Sabtu, 24 Maret 2018

Penyimpangan Pekik Takbir di Ruang Publik

Penyimpangan Pekik Takbir di Ruang Publik
Fathorrahman Ghufron  ;   Wakil Katib Syuriah PW NU DIJ;
Dosen Fakultas Syariah dan Hukum UIN Sunan Kalijaga
                                                      JAWA POS, 21 Maret 2018



                                                           
Forum Diskusi Persatuan Mahasiswa Indonesia di University of Queensland (UQISA), Australia, (21/2/2018), Ketua Umum Muhammadiyah Haedar Nashir menyampaikan gagasan penting bahwa ’’Allahu Akbar adalah kalimat toyyibah, kalimat yang tinggi dan agung, bukan untuk dikorupsi menjadi alat politik atau untuk meraih kepentingan sendiri dan kelompok’’.

Karena itu, dalam forum internal Muhammadiyah, Haedar mengeluarkan larangan memekikkan takbir bagi warganya. Meski, dalam perkembangannya, larangan tersebut menuai pro-kontra.

Pernyataan Haedar tersebut menjadi kritik pedas bagi siapa pun yang gemar memekikkan takbir untuk berbagai tujuan pragmatis dan sebagai modus tertentu untuk menyulut emosi massa agar larut dalam kanalisasi kepentingannya.

Sebab, takbir yang semula adalah kalimat luhur untuk mengagungkan kebesaran Allah sering kali tereduksi sebagai kalimat hipnotis berdaya agitasi yang mengeksploitasi dan mencemari akal budi. Bahkan, di tangan orang-orang yang tak bertanggung jawab, pekik takbir sering kali digunakan untuk main hakim sendiri dan menundukkan siapa pun yang tak sama dengan dirinya.

Dalam kaitan ini, kritik Haedar mengingatkan kita pada bait-bait puisi KH Mustofa Bisri (Gus Mus) yang berjudul ’’Allahu Akbar’’; Urat-urat leher kalian membesar//Meneriakkan Allahu Akbar//Dan dengan semangat jihad// Nafsu kebencian kalian membakar// Apa saja yang kalian anggap munkar.

Pola Penyimpangan

Dalam realitas kehidupan yang sarat tujuan pragmatis, banyak pola penyimpangan (deviation) takbir yang dilakukan sekelompok orang untuk menarik perhatian publik.
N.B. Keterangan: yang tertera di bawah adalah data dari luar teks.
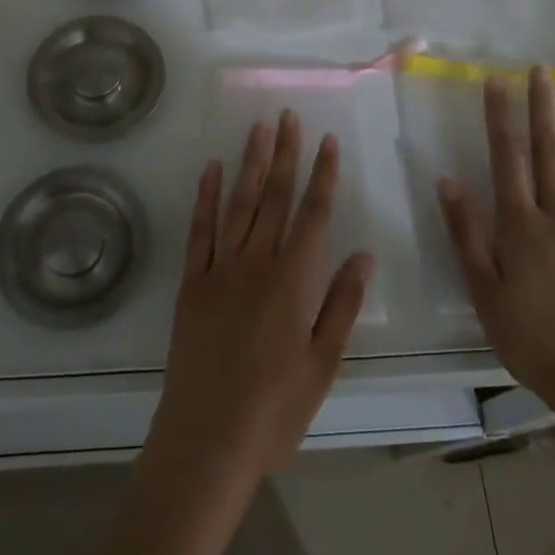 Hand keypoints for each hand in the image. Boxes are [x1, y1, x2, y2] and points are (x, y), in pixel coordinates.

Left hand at [149, 109, 373, 483]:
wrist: (207, 439)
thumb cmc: (274, 410)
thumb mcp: (323, 365)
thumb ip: (341, 305)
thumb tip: (362, 254)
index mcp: (293, 281)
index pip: (313, 214)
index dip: (322, 175)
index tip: (327, 141)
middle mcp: (257, 263)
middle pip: (274, 197)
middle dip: (285, 154)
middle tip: (288, 115)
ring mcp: (220, 268)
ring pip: (239, 203)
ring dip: (250, 163)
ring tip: (259, 128)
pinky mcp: (192, 282)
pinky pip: (199, 229)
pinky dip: (205, 196)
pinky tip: (211, 168)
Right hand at [436, 69, 554, 415]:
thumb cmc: (529, 338)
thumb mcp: (483, 290)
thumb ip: (467, 233)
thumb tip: (448, 181)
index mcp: (519, 226)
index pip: (507, 160)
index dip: (500, 119)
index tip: (497, 82)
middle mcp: (554, 218)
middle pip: (546, 154)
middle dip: (540, 110)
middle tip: (539, 71)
Pertama, penyimpangan secara individual yang terkait dengan sikap patologis yang gemar membesar-besarkan egonya di hadapan banyak orang dengan menggunakan kalimat takbir sebagai basis legitimasinya. Bahkan, pada tingkat yang lebih ekstrem, seseorang menggunakan pekik takbir untuk menyatakan kepada publik bahwa dirinya adalah yang paling benar, sedangkan pihak yang berseberangan dengan dirinya adalah salah, sesat, dan murtad.

Dengan bermodal sedikit pengetahuan tentang sebuah kebenaran atau pemahaman sebuah ajaran yang sempit, melalui pekik takbir, seseorang yang merasa dirinya paling benar tak segan dan tanpa malu menggiring opini banyak pihak ke dalam lapisan egoismenya. Anehnya, banyak pihak yang dibuat tak sadar bahwa dirinya sedang dipengaruhi pekik takbir yang salah.

Padahal, dalam kondisi egoisme yang tak terkendali, seseorang yang menyimpangkan takbir untuk kepentingan dirinya sesungguhnya mengalami mental terkepung (besieged mentality) yang tak mau mengakui kelemahan dirinya dan hanya cenderung menyalahkan pihak lain.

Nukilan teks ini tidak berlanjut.